* **Exercise description**
Please set down each entry exactly, omitting any picture it holds.

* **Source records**
[Start of Attachment]

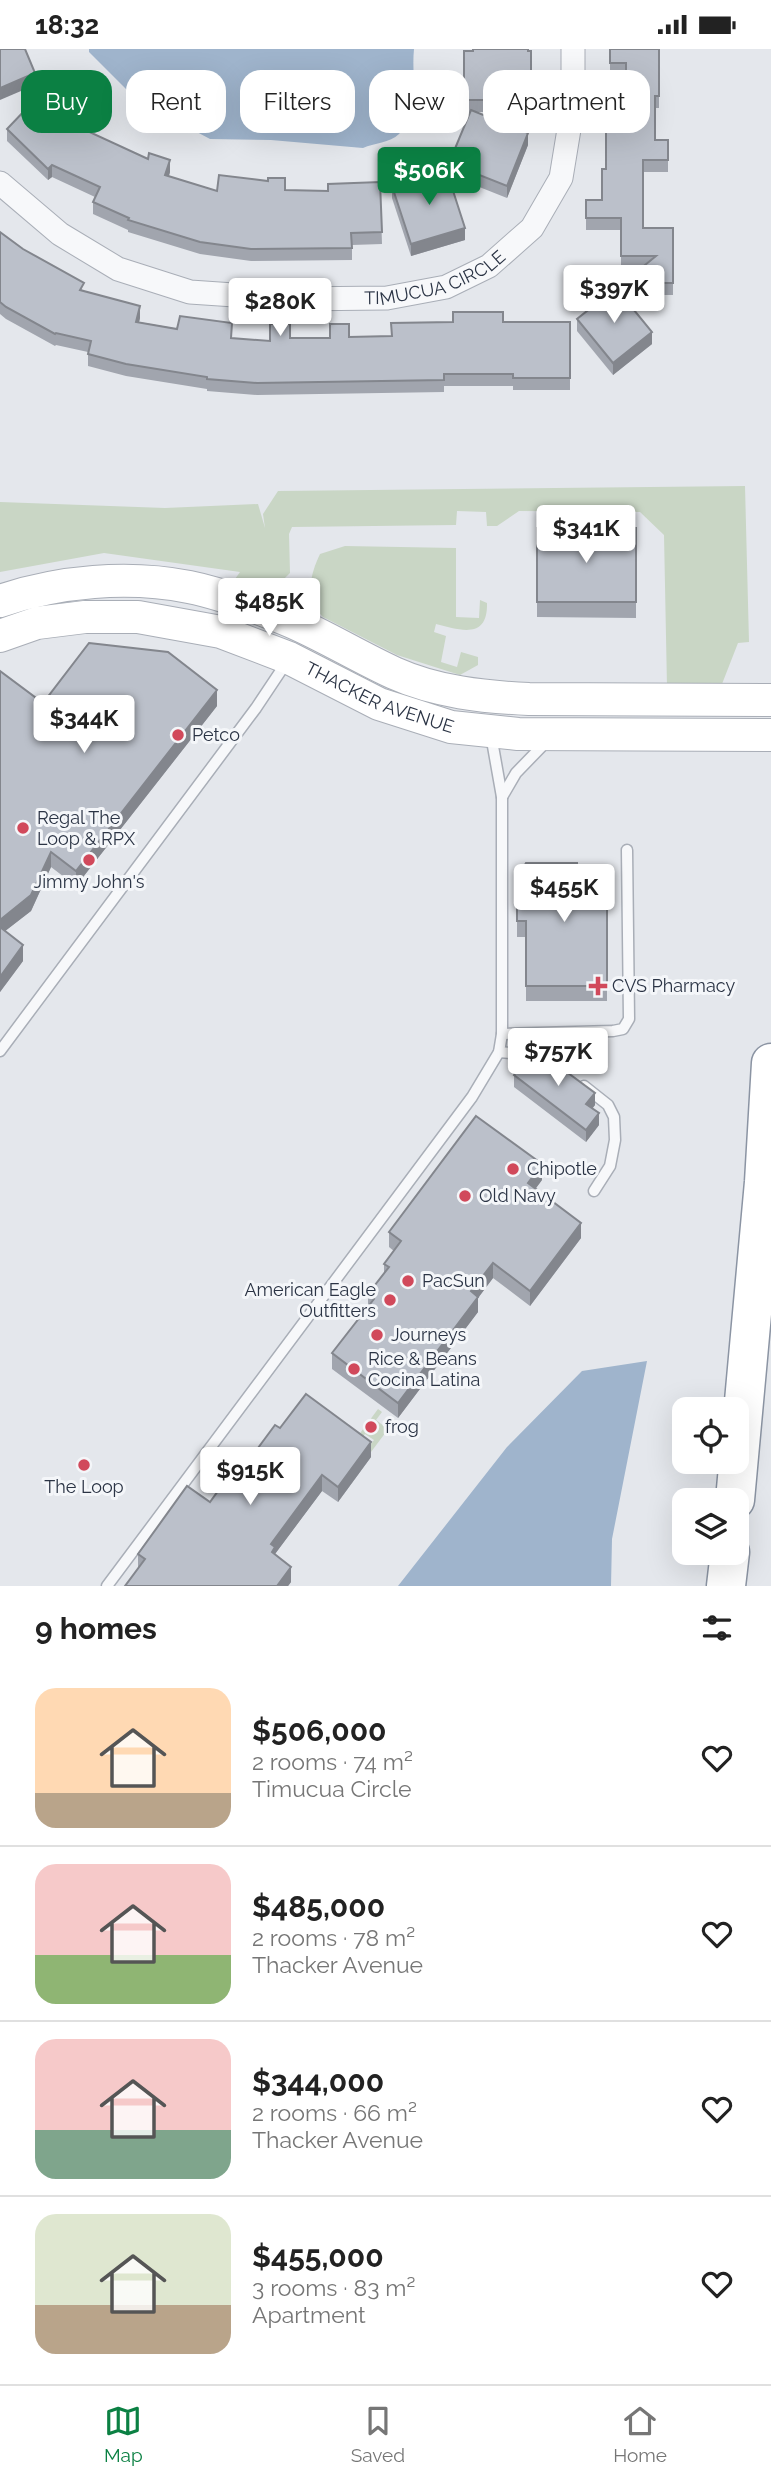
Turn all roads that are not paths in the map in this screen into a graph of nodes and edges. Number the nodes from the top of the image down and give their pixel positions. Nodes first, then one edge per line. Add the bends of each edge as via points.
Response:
1 (573, 49) edge
2 (0, 183) edge
3 (0, 601) edge
4 (293, 622) junction
5 (0, 636) edge
6 (289, 658) junction
7 (529, 699) junction
8 (771, 700) edge
9 (490, 732) junction
10 (553, 734) junction
11 (771, 735) edge
12 (502, 797) junction
13 (627, 850) dead end
14 (502, 1034) junction
15 (0, 1051) edge
16 (499, 1052) junction
17 (550, 1061) edge
18 (771, 1063) edge
19 (569, 1076) edge
20 (594, 1191) dead end
21 (736, 1488) edge
22 (728, 1565) edge
23 (107, 1586) edge
24 (726, 1586) edge

1 - 2 street, TIMUCUA CIRCLE via 573,105 561,178 532,228 489,266 446,287 387,298 291,299 190,292 118,269 60,234
3 - 4 street, THACKER AVENUE via 71,585 130,581 188,587
4 - 6 street
4 - 7 street, THACKER AVENUE via 428,685 495,698
5 - 6 street, THACKER AVENUE via 37,623 138,617 222,632
6 - 9 street, THACKER AVENUE via 380,704 451,727
6 - 15 lane via 256,709
7 - 8 street, THACKER AVENUE
7 - 9 street via 499,712
9 - 10 street, THACKER AVENUE
9 - 12 lane
10 - 11 street, THACKER AVENUE
10 - 12 lane via 516,772
12 - 14 lane
13 - 14 lane via 629,1019 623,1029
14 - 16 lane
16 - 17 lane via 540,1054
16 - 23 lane via 472,1097
18 - 21 highway
19 - 20 lane via 608,1105 614,1117 610,1165
22 - 24 highway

[End of Attachment]

* **Answer area**
Turn all roads that are not paths in the map in this screen into a graph of nodes and edges. Number the nodes from the top of the image down and give their pixel positions. Nodes first, then one edge per line. Add the bends of each edge as via points.
Response:
1 (573, 49) edge
2 (0, 183) edge
3 (0, 601) edge
4 (293, 622) junction
5 (0, 636) edge
6 (289, 658) junction
7 (529, 699) junction
8 (771, 700) edge
9 (490, 732) junction
10 (553, 734) junction
11 (771, 735) edge
12 (502, 797) junction
13 (627, 850) dead end
14 (502, 1034) junction
15 (0, 1051) edge
16 (499, 1052) junction
17 (550, 1061) edge
18 (771, 1063) edge
19 (569, 1076) edge
20 (594, 1191) dead end
21 (736, 1488) edge
22 (728, 1565) edge
23 (107, 1586) edge
24 (726, 1586) edge

1 - 2 street, TIMUCUA CIRCLE via 573,105 561,178 532,228 489,266 446,287 387,298 291,299 190,292 118,269 60,234
3 - 4 street, THACKER AVENUE via 71,585 130,581 188,587
4 - 6 street
4 - 7 street, THACKER AVENUE via 428,685 495,698
5 - 6 street, THACKER AVENUE via 37,623 138,617 222,632
6 - 9 street, THACKER AVENUE via 380,704 451,727
6 - 15 lane via 256,709
7 - 8 street, THACKER AVENUE
7 - 9 street via 499,712
9 - 10 street, THACKER AVENUE
9 - 12 lane
10 - 11 street, THACKER AVENUE
10 - 12 lane via 516,772
12 - 14 lane
13 - 14 lane via 629,1019 623,1029
14 - 16 lane
16 - 17 lane via 540,1054
16 - 23 lane via 472,1097
18 - 21 highway
19 - 20 lane via 608,1105 614,1117 610,1165
22 - 24 highway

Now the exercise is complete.